Raeto Raffainer war Direktor der Eishockey-Nationalteams, als er Sportchef in Davos wurde. Ein Gespräch über die beiden Jobs – und ein surreales Erlebnis in Kopenhagen.

Die letzte Amtshandlung als Nationalteam-Direktor: Der heutige HCD-Sportchef Raeto Raffainer (links, beobachtet von Nationaltrainer Patrick Fischer) an der WM 2019 in Kosice.

Die letzte Amtshandlung als Nationalteam-Direktor: Der heutige HCD-Sportchef Raeto Raffainer (links, beobachtet von Nationaltrainer Patrick Fischer) an der WM 2019 in Kosice.

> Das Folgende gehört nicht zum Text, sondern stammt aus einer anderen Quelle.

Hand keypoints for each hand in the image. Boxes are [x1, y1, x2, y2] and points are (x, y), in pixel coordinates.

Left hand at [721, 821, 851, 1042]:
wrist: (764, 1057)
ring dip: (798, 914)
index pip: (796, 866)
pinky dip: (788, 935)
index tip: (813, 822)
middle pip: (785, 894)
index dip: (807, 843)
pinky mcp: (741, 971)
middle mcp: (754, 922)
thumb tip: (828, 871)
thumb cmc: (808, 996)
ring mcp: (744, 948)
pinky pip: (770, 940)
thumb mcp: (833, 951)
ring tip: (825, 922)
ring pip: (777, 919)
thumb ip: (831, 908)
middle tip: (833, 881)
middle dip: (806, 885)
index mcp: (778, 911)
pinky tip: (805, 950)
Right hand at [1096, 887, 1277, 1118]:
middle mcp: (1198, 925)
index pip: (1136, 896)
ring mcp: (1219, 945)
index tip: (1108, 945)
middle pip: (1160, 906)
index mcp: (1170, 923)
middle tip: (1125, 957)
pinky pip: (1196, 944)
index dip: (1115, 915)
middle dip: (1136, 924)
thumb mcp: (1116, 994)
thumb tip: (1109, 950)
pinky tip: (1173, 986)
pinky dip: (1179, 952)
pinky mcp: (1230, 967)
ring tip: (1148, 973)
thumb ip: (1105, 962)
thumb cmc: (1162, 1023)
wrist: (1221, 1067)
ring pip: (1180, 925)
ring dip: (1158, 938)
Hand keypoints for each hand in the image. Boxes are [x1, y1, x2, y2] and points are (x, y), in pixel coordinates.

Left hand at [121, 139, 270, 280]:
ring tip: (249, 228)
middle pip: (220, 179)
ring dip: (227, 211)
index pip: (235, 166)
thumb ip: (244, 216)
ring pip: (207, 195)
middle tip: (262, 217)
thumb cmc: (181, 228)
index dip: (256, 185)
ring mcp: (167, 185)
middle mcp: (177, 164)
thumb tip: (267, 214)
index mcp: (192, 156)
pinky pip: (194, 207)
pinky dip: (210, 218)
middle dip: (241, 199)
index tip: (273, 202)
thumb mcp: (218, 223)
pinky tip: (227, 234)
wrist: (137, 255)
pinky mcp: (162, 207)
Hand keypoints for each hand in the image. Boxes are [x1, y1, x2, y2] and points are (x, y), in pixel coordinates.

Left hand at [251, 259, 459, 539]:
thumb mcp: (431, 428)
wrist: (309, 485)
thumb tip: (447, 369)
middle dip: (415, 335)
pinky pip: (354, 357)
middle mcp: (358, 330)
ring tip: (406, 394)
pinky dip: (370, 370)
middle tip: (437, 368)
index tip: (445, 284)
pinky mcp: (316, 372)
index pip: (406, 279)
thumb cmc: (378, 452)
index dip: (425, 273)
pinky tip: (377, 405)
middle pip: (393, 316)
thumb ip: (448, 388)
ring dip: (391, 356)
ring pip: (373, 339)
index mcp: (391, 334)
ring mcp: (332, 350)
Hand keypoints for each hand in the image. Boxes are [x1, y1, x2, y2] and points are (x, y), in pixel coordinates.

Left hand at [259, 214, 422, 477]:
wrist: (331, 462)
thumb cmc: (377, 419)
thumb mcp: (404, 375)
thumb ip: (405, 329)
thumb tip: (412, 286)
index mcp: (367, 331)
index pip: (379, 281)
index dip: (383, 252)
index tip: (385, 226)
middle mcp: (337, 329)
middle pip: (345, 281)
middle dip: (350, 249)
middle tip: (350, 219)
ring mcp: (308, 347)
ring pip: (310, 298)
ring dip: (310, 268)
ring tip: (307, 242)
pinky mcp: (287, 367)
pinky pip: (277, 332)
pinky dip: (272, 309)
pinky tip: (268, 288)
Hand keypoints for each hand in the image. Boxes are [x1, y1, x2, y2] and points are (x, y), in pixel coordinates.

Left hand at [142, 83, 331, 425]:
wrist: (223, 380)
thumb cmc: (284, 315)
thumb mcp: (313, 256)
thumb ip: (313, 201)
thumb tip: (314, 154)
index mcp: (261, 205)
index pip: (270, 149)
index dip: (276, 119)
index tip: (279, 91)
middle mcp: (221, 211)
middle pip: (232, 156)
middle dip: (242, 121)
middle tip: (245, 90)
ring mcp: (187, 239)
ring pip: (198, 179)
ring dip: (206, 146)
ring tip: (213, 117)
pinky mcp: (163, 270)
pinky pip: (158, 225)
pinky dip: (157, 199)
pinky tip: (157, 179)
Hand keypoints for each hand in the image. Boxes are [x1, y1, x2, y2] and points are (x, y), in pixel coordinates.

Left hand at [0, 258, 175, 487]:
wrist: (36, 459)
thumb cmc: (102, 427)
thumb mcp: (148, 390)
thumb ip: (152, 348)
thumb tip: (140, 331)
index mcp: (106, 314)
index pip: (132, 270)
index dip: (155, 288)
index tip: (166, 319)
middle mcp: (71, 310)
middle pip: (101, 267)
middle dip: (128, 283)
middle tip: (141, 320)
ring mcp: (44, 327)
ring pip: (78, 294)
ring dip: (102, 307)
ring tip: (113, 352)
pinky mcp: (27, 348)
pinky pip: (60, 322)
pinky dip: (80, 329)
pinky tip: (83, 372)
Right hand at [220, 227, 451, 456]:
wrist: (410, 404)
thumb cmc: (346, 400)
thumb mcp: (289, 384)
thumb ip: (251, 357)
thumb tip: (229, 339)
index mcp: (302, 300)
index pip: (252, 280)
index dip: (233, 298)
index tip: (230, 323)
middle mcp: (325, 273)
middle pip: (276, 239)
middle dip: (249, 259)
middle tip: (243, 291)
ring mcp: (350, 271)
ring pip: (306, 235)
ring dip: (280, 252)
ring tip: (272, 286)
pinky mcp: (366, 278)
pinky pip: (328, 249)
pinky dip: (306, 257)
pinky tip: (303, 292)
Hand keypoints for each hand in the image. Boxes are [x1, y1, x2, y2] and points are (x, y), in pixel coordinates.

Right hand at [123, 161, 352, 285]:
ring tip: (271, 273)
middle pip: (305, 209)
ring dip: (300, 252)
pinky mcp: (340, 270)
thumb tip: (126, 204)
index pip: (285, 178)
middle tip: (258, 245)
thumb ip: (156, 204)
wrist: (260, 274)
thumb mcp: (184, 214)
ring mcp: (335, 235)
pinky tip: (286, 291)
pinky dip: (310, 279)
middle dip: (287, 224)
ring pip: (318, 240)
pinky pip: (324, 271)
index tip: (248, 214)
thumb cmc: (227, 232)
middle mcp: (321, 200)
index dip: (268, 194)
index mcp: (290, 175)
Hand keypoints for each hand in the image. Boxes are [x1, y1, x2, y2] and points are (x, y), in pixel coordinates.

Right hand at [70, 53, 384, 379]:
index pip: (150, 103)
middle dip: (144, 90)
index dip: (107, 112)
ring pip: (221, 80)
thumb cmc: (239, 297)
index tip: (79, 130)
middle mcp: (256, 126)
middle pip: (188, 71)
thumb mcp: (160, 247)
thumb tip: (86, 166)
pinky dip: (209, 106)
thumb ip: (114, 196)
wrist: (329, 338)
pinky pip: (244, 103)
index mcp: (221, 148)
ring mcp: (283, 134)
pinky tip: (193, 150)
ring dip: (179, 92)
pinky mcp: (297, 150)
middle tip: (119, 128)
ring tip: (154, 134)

(Bild: Keystone Melanie Duchene)

Kristian Kapp@K_Krisztian_

Die Wahl des Nationaltrainers hat Raeto Raffainer damals harsche Kritik eingetragen. Raffainer war viereinhalb Jahre im Verband als Direktor aller Schweizer Nationalmannschaften, als er Patrick Fischer portierte. 40-jährig und unerfahren war dieser damals. Aber der Engadiner Raffainer hatte eine gute Nase bewiesen: Denn die Wahl Fischers gipfelte 2018 in Kopenhagen in WM-Silber. Just vor der Heim-WM 2020 kündigte der einstige Stürmer (Davos, ZSC, Bern, Lakers, Ambri) seinen Verbandsjob, um die Herausforderung beim Traditionsclub Davos zu übernehmen. Seit dieser Saison ist der 38-Jährige aus La Punt-Chamues-ch dort Sportchef.